Expanding access to goods and services for the billions of people at the base of the pyramid (BoP) is not simply a growth opportunity – but a business necessity. However, reaching low-income markets often requires navigating fragmented - or in many cases, nonexistent - distribution and sales networks.
In recognition of this complexity and the challenges facing micro-enterprises in downstream value chains, a growing number of large companies are employing inclusive distribution network models that seek to empower low-income entrepreneurs and strengthen enterprises while helping companies increase sales and reach new markets. For the handful of these networks that have successfully reached scale, there are many more that have remained siloed CSR initiatives, morphed into non-profit entities, or simply faded away.
This online discussion is part of the Inclusive Distribution Challenge and coincides with the launch of a new discussion paper, which identifies three models of inclusive distribution and highlights eight emerging lessons on how to achieve scale. This online discussion aims to crowd-source more examples and input on business actions and partnerships and help prioritize Phase 2 of the Challenge focused on specific solutions to scale.
1. What are some examples of inclusive distribution networks, and how are they expanding opportunities at the BoP and creating value for businesses?
2. What are the most significant challenges to scale these models, and how do they vary across models, regions, and/or industries?
3. What are some emerging lessons and solutions on achieving scale, and where are there opportunities for more partnerships?
Thank you, Fernando, for those great thoughts on partnership. I wonder if you've run into any good resources looking at organizations that sell and/or distribute a combination of FMCG and durable goods? Are there any challenges that such organizations should be ready to face if they go down that path?
Fernando Casado said:
some areas where we think partnerships in the distribution channels could add value:
Improving distribution of FMCG products to last mile approach A partnership culture can improve and enhance infrastructures and networks, providing improved distribution systems for product delivery at the last mile. In Uganda, Living Goods leverages the network of the BRAC NGO to distribute its products, including a fortified porridge, to communities in urban and especially in rural areas
Creating and strengthening a joint culture among FMCG stakeholders Given the different voids and lack of synergies among partners within the FMCG ecosystem, enhancing a joint culture generated through partnerships could promote management systems oriented towards social impact, guaranteeing results, expanding knowledge generation, and information sharing, as well as spurring innovation and better communication systems amongst the players. The Senegalese dairy company, La Laiterie du Berger, collaborated with the Enda Graf Sahel NGO and the Ministry of Education, to develop a specific program based on the distribution of a fortified product to school-age children in Senegal. All stakeholders shared the common goal of improving the diet and nutrition of children in Senegal and have joined together to maximise their impact
Improving sustainability of the FMCG value chain Partnerships can reinforce the engagement of key players working on improved packaging design as well as the collection and recycling of waste. In Mexico, Bonafont partners with Pasa, Ashoka, and Mundo Sustentable, to reduce the company’s environmental footprint by using recycled PET to produce its bottles.

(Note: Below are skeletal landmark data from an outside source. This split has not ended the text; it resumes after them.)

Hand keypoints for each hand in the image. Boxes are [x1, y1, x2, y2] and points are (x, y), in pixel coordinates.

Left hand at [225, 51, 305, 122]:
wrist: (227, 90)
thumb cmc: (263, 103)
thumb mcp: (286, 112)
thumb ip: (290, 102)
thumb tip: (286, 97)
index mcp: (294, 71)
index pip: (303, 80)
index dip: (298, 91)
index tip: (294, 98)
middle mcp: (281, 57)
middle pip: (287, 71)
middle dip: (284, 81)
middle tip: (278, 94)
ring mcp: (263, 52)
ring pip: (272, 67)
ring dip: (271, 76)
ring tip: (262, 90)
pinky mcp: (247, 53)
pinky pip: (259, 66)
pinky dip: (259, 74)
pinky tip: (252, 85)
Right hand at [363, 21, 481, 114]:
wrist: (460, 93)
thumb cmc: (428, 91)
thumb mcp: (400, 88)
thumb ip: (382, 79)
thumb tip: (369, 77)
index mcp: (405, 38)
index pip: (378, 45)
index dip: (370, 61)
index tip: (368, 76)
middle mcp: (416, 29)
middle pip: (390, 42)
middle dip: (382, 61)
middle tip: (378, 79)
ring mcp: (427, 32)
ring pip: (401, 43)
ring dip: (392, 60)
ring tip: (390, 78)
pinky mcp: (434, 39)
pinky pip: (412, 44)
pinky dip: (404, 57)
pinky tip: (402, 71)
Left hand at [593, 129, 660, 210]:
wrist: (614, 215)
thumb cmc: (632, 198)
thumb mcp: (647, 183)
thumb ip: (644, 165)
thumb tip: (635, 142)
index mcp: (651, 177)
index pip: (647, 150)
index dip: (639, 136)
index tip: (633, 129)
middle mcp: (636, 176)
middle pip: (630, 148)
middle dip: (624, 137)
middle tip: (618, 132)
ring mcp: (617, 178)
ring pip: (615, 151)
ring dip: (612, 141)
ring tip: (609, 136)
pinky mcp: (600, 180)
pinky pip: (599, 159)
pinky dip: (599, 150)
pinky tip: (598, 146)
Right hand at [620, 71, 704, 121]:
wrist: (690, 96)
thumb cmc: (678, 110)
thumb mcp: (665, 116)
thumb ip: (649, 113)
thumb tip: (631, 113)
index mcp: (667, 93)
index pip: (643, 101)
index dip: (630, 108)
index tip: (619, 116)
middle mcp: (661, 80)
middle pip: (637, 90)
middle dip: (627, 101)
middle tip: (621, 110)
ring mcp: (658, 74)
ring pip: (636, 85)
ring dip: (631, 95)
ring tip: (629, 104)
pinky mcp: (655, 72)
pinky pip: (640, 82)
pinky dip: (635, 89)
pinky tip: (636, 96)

Diversifying and increasing resources through joint mobilisation One of the main challenges the FMCG sector faces, is the need for intensive Research and Development funding in order to provide infrastructure for logistics or to promote pilot cases for testing. Partnership building in this context can become a successful mechanism for increasing funding and promoting co-funding structures through new and non-traditional partners, to respond properly to such financing needs. Through financial support from GAIN and the International Finance Corporation (IFC), Tetra Pak was able to offer Reybanpac’s fortified yoghurt product to low-income consumers in a safe and affordable package, matching the product and the target group’s needs.